__Work to be completed__
What is the number of lines below that contain the word "controls"? Respond with that number alone.

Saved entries
#####

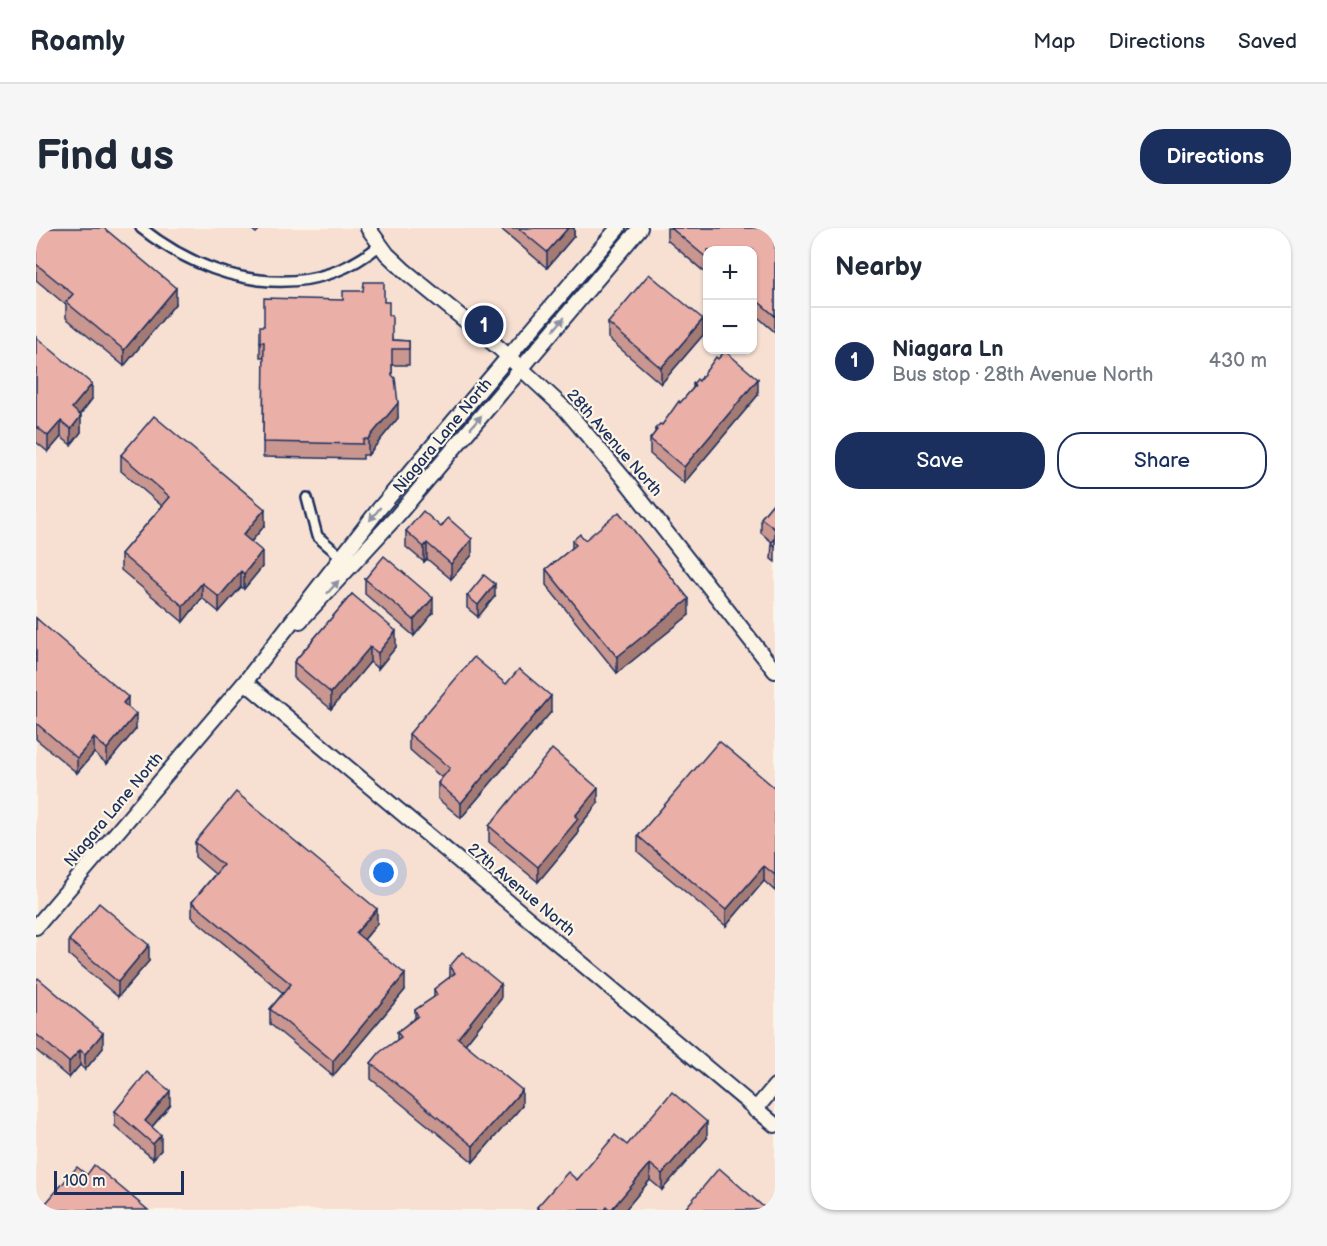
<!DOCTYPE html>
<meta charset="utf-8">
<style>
body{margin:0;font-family:"Balsamiq Sans",sans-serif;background:#f6f6f7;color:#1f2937}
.controls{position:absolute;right:18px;top:18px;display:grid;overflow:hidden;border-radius:12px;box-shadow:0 2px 4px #0004}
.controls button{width:54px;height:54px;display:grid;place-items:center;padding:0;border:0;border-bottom:2px solid #e0e1e3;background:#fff;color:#1f2937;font:30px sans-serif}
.scale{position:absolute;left:18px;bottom:15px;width:130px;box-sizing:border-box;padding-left:6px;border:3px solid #1b2f5e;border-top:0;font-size:16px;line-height:21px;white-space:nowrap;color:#1b2f5e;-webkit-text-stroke:4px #fcf5e5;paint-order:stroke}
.you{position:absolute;left:348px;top:645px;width:21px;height:21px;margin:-15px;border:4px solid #fff;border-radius:50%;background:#1a73e8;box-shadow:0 0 0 9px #1a73e833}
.badge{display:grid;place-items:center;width:39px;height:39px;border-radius:50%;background:#1b2f5e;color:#fff;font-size:20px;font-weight:700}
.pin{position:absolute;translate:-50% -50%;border:3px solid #fff;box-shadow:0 2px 6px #0006}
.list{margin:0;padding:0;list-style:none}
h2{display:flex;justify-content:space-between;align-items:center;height:78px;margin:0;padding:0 24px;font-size:26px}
h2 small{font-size:20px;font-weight:400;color:#747a83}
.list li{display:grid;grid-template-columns:39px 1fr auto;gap:18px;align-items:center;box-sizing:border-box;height:108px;padding:0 24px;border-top:2px solid #e0e1e3}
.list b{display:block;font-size:22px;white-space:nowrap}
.list p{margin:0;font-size:20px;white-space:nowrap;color:#747a83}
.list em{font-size:20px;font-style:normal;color:#747a83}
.actions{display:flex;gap:12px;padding:18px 24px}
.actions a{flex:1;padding:14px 0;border:2px solid #1b2f5e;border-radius:24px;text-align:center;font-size:21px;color:#1b2f5e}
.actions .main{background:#1b2f5e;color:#fff}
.map{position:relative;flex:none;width:739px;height:982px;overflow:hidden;border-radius:24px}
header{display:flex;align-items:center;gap:36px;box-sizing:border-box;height:84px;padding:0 30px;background:#fff;border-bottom:2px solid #e0e1e3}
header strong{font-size:28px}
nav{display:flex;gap:33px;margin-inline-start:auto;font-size:21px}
.intro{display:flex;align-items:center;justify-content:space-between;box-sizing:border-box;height:144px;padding:0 36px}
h1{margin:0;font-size:42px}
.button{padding:15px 27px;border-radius:24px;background:#1b2f5e;color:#fff;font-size:21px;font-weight:700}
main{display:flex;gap:36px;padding:0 36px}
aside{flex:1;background:#fff;border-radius:24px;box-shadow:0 2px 4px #0004}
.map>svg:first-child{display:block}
</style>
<header>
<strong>Roamly</strong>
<nav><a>Map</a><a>Directions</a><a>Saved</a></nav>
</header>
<div class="intro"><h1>Find us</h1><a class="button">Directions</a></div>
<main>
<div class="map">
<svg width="739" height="982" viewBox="0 0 739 982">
<rect width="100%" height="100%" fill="#fcf5e5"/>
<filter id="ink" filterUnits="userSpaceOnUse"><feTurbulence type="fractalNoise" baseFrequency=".0167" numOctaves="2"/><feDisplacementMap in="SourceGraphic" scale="12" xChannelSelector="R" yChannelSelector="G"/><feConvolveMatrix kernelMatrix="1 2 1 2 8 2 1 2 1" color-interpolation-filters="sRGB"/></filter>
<g filter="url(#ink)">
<path fill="#f7e0d2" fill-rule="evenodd" d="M 0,0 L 739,0 L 739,982 L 0,982 ZM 672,22 L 716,22 L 716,122 L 672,122 Z"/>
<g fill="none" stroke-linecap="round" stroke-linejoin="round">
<g stroke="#1b2f5e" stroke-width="14">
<g id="street">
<path d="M 105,0 C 175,55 271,78 344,17"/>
<polyline points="271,270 281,308 309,332"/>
</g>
</g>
<g stroke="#1b2f5e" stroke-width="18">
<g id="secondary">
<polyline points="332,0 351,26 369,43 463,120 530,182 590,253 739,443"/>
<polyline points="264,393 360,289 604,0"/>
<polyline points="209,454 739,897"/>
<polyline points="0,699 209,454 343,281 582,0"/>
<polyline points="719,882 739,858"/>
</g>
</g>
<use href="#street" stroke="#fcf5e5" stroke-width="9"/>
<use href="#secondary" stroke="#fcf5e5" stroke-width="14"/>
</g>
<g fill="#c99690" stroke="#1b2f5e" stroke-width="1.5">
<polygon points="0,0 140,75 88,138 30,90 30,77 0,52"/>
<polygon points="214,0 225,0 220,5"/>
<polygon points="464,0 538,0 538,8 511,40"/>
<polygon points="631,0 739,0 739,104 717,85 717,22 672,22 672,47 631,12"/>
<polygon points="348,74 353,87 356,112 373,113 373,137 356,137 356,147 362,190 332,227 327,227 327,231 227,229 228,129 224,129 224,114 228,98"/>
<polygon points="572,95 667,107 625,156 572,110"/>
<polygon points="0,109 56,171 44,187 45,204 35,217 25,209 12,224 0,214"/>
<polygon points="663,153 722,167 648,255 614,226 614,211 619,205 619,201 626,197 657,160 657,156"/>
<polygon points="85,227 229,297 215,314 226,339 208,361 205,359 183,384 166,370 147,394 85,342 85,326 126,278 85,243"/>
<polygon points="739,273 739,334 735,331 736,314 725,305 725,290"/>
<polygon points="370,303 436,327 415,351 391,331 388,334 370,319"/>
<polygon points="549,312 653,387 581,445 510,357 510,341 536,320 536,313"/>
<polygon points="329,351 397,385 378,408 329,366"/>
<polygon points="316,366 360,419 342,441 334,434 295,481 258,450 258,434"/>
<polygon points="431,368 459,368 442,389 431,380"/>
<polygon points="0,390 92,479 100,501 71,536 58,525 41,545 0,511"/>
<polygon points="470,456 515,484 425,590 402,571 402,555 406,550 373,521 373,506"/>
<polygon points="739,560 739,663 728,653 690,698 602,624 602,608"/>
<polygon points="562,575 542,600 542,606 502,654 453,614 453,598"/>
<polygon points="159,614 341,696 328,712 369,762 297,848 234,796 234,781 247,765 156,689 156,674 179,646 159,629"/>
<polygon points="33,712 113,733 82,769 33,727"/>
<polygon points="414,738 465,771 429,816 486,878 437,934 335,851 335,835 361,812 361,804 379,790 379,782 398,769 398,761 414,749"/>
<polygon points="0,753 67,820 49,842 44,837 33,850 0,822"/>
<polygon points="134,877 116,899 125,922 117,931 79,898 79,883"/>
<polygon points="671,910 626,962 614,952 589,982 501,982 501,979 591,917"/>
</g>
<g fill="#a47a75" stroke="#1b2f5e" stroke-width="1.5">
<polygon points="532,0 538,0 538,8 511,40 511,24"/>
<polygon points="140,60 140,75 88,138 88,122"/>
<polygon points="667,91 667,107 625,156 625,140"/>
<polygon points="722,151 722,167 648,255 648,239"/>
<polygon points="56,156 56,171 36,196 36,180"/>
<polygon points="362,175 362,190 332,227 332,211"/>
<polygon points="45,188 45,204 35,217 35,201"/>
<polygon points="25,193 25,209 12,224 12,208"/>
<polygon points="229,281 229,297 207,323 207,307"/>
<polygon points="436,311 436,327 415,351 415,336"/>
<polygon points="391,315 391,331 388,334 388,319"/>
<polygon points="226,323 226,339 208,361 208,346"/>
<polygon points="205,343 205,359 183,384 183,369"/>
<polygon points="166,355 166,370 147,394 147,378"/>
<polygon points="459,356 459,368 442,389 442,377"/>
<polygon points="397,370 397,385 378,408 378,392"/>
<polygon points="653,371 653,387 581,445 581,429"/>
<polygon points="360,403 360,419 342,441 342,425"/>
<polygon points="334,419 334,434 295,481 295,465"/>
<polygon points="515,468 515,484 425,590 425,575"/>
<polygon points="92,469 92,484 87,475"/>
<polygon points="100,486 100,501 71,536 71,521"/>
<polygon points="58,510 58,525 41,545 41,530"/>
<polygon points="562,560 562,575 542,600 542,606 502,654 502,639 539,588"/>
<polygon points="728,638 728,653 690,698 690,682"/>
<polygon points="341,681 341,696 320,721 320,705"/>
<polygon points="113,717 113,733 82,769 82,754"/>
<polygon points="369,746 369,762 297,848 297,833"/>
<polygon points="465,756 465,771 422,825 422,810"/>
<polygon points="67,805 67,820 49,842 49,826"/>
<polygon points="44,822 44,837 33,850 33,834"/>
<polygon points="486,862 486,878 437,934 437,918"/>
<polygon points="134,863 134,877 109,907 109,893"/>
<polygon points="671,894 671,910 626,962 626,946"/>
<polygon points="125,907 125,922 117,931 117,916"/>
<polygon points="614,936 614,952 589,982 575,982"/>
</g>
<g fill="#eaafa7" stroke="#1b2f5e" stroke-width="1.5">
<polygon points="0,0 68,0 140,60 88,122 30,74 37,66 0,36"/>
<polygon points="482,0 532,0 511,24"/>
<polygon points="635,0 739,0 739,88 717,69 717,22 672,22 672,31"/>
<polygon points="613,46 667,91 625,140 572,95"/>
<polygon points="328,54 348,54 348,74 353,74 353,87 356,87 356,112 373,113 373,121 356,121 356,147 359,150 362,175 332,211 327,211 327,216 227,214 228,114 224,114 224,98 228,98 228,70 307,72 307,63 327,63"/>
<polygon points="0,109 56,156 36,180 45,188 35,201 25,193 12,208 0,198"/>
<polygon points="689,123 722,151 648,239 614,211 621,202 619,201 624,196 626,197 643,173 644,175 659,158 657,156 661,151 663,153 680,129 682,131"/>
<polygon points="118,188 229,281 207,307 226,323 208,346 205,343 183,369 166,355 147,378 85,326 134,269 85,227"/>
<polygon points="739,273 739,301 725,290"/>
<polygon points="387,283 405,299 412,290 436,311 415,336 391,315 388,319 370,303"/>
<polygon points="583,284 653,371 581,429 510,341 540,317 536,313 544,306 549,312"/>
<polygon points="739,311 739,318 735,315"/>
<polygon points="348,328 397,370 378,392 329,351"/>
<polygon points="448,347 459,356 442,377 431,368"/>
<polygon points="316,366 360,403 342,425 334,419 295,465 258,434"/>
<polygon points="0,390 92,469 87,475 100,486 71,521 58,510 41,530 0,495"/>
<polygon points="438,429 470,456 483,441 515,468 425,575 402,555 414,540 373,506"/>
<polygon points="683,513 739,560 739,647 728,638 690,682 602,608"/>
<polygon points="516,521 562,560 539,588 542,591 502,639 453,598"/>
<polygon points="200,564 341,681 320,705 369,746 297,833 234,781 255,756 156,674 187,637 159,614"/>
<polygon points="63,675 113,717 82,754 33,712"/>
<polygon points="426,724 465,756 422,810 486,862 437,918 335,835 344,824 365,809 361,804 382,788 379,782 401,767 398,761 419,745 414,738"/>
<polygon points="2,750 67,805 49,826 44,822 33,834 0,806 0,753"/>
<polygon points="111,844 134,863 109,893 125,907 117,916 79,883"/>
<polygon points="636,864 671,894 626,946 614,936 575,982 571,979 569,982 504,982 501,979 532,944 541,952 579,907 591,917"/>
<polygon points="58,937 112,982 4,982 41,939 51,947"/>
<polygon points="683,940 731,982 648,982"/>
</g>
<defs><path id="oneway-solid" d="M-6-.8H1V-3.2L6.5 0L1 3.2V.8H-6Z" transform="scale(1.5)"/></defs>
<g fill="#8c92a2">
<use href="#oneway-solid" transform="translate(523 96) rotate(-50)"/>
<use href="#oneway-solid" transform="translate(440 194) rotate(-50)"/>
<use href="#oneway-solid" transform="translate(339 286) rotate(129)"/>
<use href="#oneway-solid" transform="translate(297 359) rotate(-48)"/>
</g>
</g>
<g text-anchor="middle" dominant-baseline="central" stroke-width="4.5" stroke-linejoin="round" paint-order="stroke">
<g font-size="16" fill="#1b2f5e" stroke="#fcf5e5">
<text transform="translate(407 208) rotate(-50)">Niagara Lane North</text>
<text transform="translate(578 215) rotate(49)">28th Avenue North</text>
<text transform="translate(78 582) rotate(-50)">Niagara Lane North</text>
<text transform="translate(485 662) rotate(40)">27th Avenue North</text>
</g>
</g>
</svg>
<div class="controls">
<button>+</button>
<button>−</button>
</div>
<div class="scale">100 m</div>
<div class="you"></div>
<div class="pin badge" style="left:448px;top:97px">1</div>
</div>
<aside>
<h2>Nearby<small></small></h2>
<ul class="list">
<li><span class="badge">1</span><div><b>Niagara Ln</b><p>Bus stop · 28th Avenue North</p></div><em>430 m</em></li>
</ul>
<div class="actions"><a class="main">Save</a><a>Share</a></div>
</aside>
</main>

#####

__Written reply__
3